Ceviche Nikkei Mixto Causa Washington DC

Delgado opened Causa with partners Chad Spangler and Glendon Hartley in 2022. The restaurant earned a Michelin star the following year, making it the first Peruvian restaurant in the United States to receive one. Michelin later named Delgado its 2024 Young Chef Award winner. Causa succeeds because it treats Peru not as a flavor profile but as an enormous place. The tasting menu moves through its ecosystems, introducing ingredients and traditions that many American diners have never encountered.

Ceviche Nikkei mixto at Causa

Whole fish at Causa

“It was important to me that Causa offer something different from the typical Peruvian restaurants in the U.S., which often focus on ‘classic’ Creole cuisine,” he says. “I wanted to showcase Peru in a way that hadn't been done here before, offering a glimpse of the country as a traveler might experience it. This restaurant and menu are designed to be an immersive journey through my eyes, as if you, the diner, are traveling and eating your way through Peru.”

Whole fish at Causa

Red Wine Braised Short Rib at La Vie Washington DC

Red wine braised short rib at La Vie

Maru San narrows the lens. The 25-seat restaurant centers on hand rolls, sashimi, and a limited tasting experience exploring Nikkei cooking. Delgado resists describing the food as fusion. Nikkei has had more than a century to develop into its own cuisine, with Japanese technique meeting Peruvian seafood, chiles, citrus, and pantry staples.

The concept also brings Delgado back to food he explored at China Chilcano, now presented without competing for space beside Peru’s Chinese and Creole traditions. This time, Nikkei gets the entire restaurant. America has embraced sushi, ceviche, and seemingly every possible hand-roll counter, yet Nikkei food remains unfamiliar to many here. Delgado offers an accessible entrance, then uses it to explain something deeper about migration and the way cuisines evolve without losing their identity.

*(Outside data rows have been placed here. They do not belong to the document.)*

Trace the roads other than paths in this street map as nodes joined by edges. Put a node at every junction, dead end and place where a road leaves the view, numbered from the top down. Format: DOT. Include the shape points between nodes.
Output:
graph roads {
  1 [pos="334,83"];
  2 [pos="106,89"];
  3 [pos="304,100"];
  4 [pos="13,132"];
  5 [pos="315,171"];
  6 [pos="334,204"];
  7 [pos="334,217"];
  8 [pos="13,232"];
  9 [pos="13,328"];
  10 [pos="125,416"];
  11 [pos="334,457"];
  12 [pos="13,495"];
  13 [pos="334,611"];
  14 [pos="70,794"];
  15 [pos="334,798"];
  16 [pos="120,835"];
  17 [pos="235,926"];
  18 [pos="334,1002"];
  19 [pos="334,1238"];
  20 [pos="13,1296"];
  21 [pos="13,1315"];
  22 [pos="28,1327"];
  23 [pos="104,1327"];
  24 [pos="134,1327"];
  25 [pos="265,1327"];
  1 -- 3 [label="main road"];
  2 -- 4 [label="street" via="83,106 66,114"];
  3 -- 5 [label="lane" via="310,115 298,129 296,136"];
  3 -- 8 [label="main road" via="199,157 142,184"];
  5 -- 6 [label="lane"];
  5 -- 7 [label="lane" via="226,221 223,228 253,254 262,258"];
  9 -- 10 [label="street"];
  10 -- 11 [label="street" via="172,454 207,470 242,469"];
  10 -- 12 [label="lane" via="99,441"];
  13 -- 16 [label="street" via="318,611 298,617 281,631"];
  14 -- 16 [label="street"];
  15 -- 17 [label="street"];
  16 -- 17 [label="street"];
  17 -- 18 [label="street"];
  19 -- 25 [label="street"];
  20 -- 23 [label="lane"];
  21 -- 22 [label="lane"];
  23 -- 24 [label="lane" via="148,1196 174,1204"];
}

There’s already another project coming: Brisa, a coastal Latin American restaurant planned for Buzzard Point, where Delgado will serve as culinary director and partner. His ambitions, it turns out, were never especially small.

Dessert with Macambo at Causa

Dessert with macambo at Causa

But his measure of success remains personal. “My hope is for Causa to continue to grow, evolve its offerings, and enhance the overall dining experience,” Delgado says. “On a personal level, I want to build a better future for my children.”

The larger legacy is taking shape around him: a chef from Callao giving American diners a far more complete picture of Peru, one restaurant at a time.